White Supremacy’s Push to Rewrite the Constitution

by Timothy Benston, The Black Eye

Birthright citizenship in the United States was never a bureaucratic detail or an immigration loophole. It was a direct assault on white supremacy’s original theory of this nation—that Black presence was permissible only as labor, never as belonging. The framers of the Fourteenth Amendment sought to end that theory for good. Their language was meant to close the door on the idea that one’s worth could be inherited from whiteness or revoked by power. If you are born here, you are of here. That amendment did not just welcome formerly enslaved Black people into the civic body; it attempted to inoculate the Constitution itself against the return of caste.

Yet white supremacy is relentless in its creativity. White supremacy, in every generation, finds new ways to renegotiate the boundaries of who counts as fully American. The current administration’s attempt to rewrite the meaning of citizenship is the latest proof. By working to deny birthright citizenship to the children of non-citizen parents—overwhelmingly those of African, Caribbean, and Latin American descent—it signals that belonging is once again a privilege conferred selectively. This is not a misunderstanding of constitutional law. It is the restoration of racial hierarchy through legal strategy—white supremacy in constitutional form.

On January 20, 2025, the president issued Executive Order 14160, declaring that children born in the United States to parents who are undocumented or temporarily present would no longer receive automatic citizenship. The order seeks to turn birthplace into a technicality and lineage into the true basis of belonging. States and civil-rights organizations challenged the order immediately, and the courts blocked it as unconstitutional. But on December 5, the Supreme Court agreed to hear the consolidated case challenging these rulings—signaling that the highest court in the land is willing to consider whether the Fourteenth Amendment really guarantees equal birthright citizenship or whether whiteness may once again serve as the gatekeeper of America’s future.

This is the reality we now inhabit.

What lies beneath this case is a deeper question: should the United States once again classify human beings by the circumstances of their birth? That is the essence of caste—a structure in which one’s rights, dignity, and opportunities are determined not by where one is born but by the status of one’s parents. When the administration claims that some children born here are nonetheless outsiders, it is insisting that ancestry overrides geography. And in this country, ancestry has always been a substitute for race—a coded way of saying whiteness belongs, and everyone else is subject to review.

If the Court upholds this logic, caste will return to the Constitution not as a metaphor but as a governing principle.
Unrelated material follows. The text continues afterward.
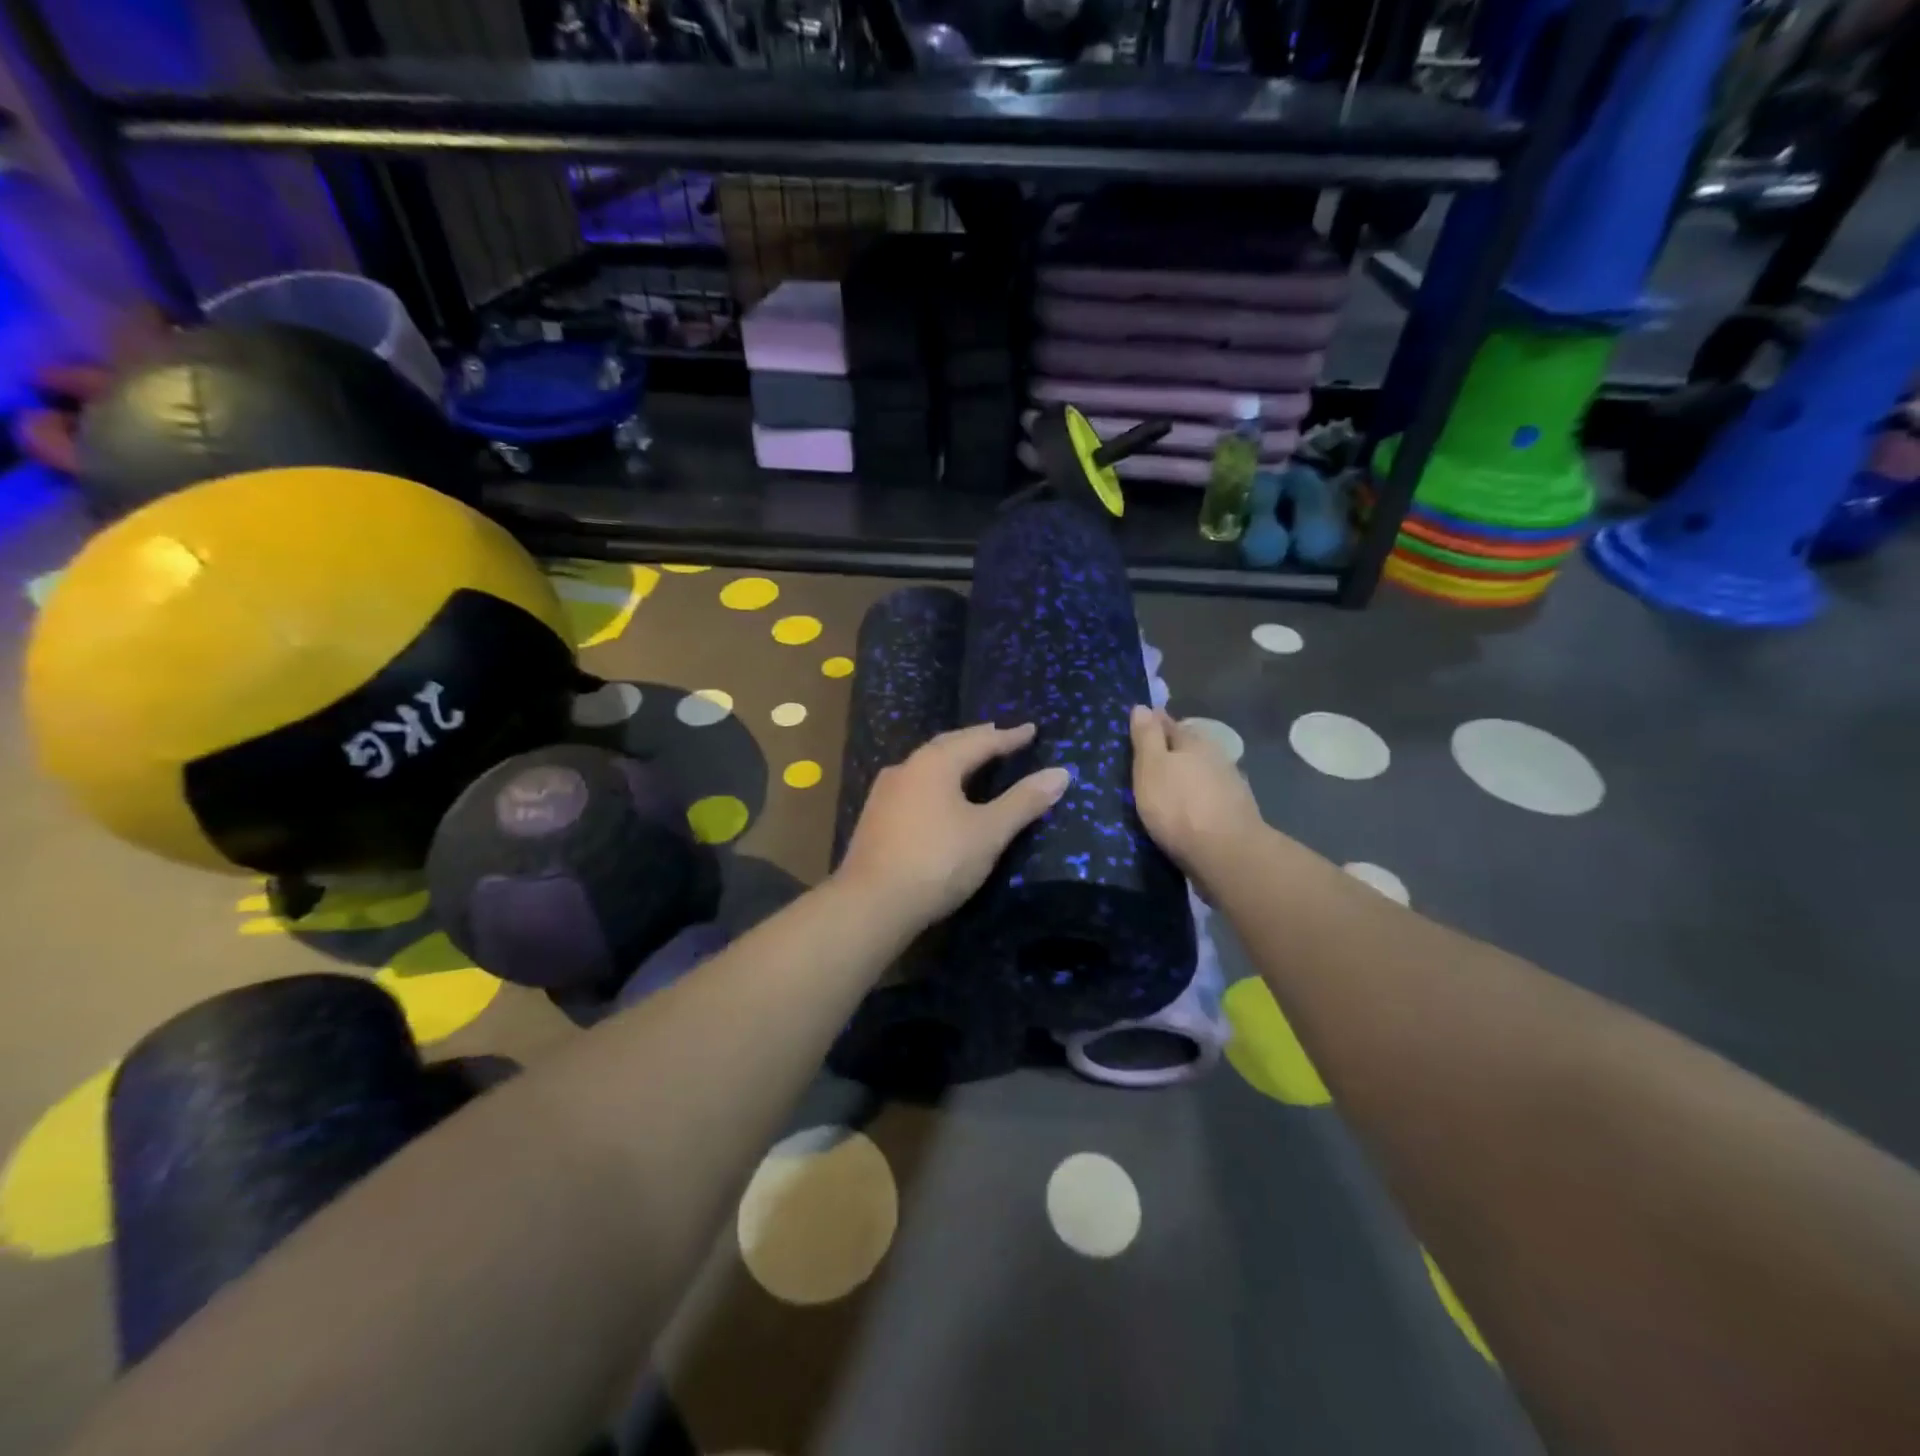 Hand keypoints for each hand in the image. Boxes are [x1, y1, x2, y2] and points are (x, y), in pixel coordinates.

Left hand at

It would allow the state to sort the population into hereditary categories: those whose births grant security and those whose births can be erased. This is precisely what the Fourteenth Amendment was meant to prevent.
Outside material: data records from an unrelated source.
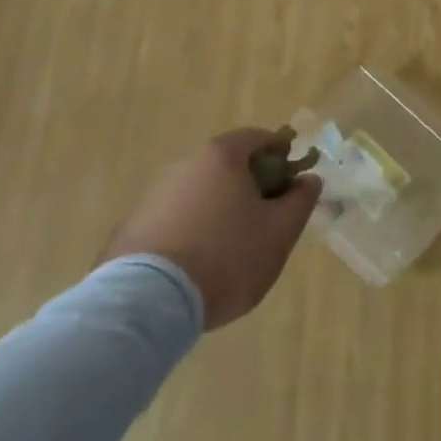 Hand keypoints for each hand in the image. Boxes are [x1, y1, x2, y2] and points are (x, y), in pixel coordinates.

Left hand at [102, 128, 321, 328]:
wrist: (148, 302)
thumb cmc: (226, 257)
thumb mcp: (280, 232)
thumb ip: (300, 201)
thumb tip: (309, 179)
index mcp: (221, 157)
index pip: (257, 137)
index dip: (280, 154)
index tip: (291, 181)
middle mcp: (184, 165)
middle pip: (226, 165)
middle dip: (249, 186)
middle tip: (265, 220)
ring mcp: (153, 195)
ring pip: (199, 194)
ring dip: (218, 210)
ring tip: (229, 250)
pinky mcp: (131, 227)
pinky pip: (173, 220)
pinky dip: (190, 231)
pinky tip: (196, 266)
African Americans understand this danger more than anyone. Legally, we are citizens. Historically, our citizenship has always been conditional. We are citizens until a police officer decides otherwise. We are citizens until a poll worker demands additional proof of who we are. We are citizens until an employer, or a landlord, or a stranger with authority decides our belonging must be verified. Our citizenship has been protected only when convenient for the state and violated whenever profitable for its power. It would be a profound mistake to believe that a constitutional rollback aimed at immigrants could not, in a different crisis, be aimed squarely at us.

What should alarm us most is not only the administration’s intent but the Court’s willingness to entertain it. The Court understands exactly why birthright citizenship exists—to ensure that non-white people could never again be cast outside the law. Its openness to reconsidering that guarantee reveals how easily institutions bend when whiteness demands it. Rights that once seemed settled suddenly become provisional. Thus, equality becomes a suggestion, not a principle.

History offers no comfort here. Before Germany built camps, it passed laws stripping Jews of citizenship and legal protection. Before Myanmar unleashed mass violence against the Rohingya, it declared them foreigners in the land of their birth. When the Dominican Republic erased the nationality of people of Haitian descent, it created a stateless underclass overnight. Legal exclusion is always the opening gesture. Violence follows only after the public has been taught that some lives are less entitled to protection.

Birthright citizenship is supposed to be the firewall that prevents a hereditary underclass from forming—a class of people defined as foreign even when they know no other home. Tear down that firewall, and the Constitution becomes a mechanism for preserving white dominance. The rhetoric surrounding this order—describing migrants from Africa and the Caribbean as “invaders,” as “garbage,” as “poisoning the blood”—is not incidental. Dehumanization always prepares the ground for oppression.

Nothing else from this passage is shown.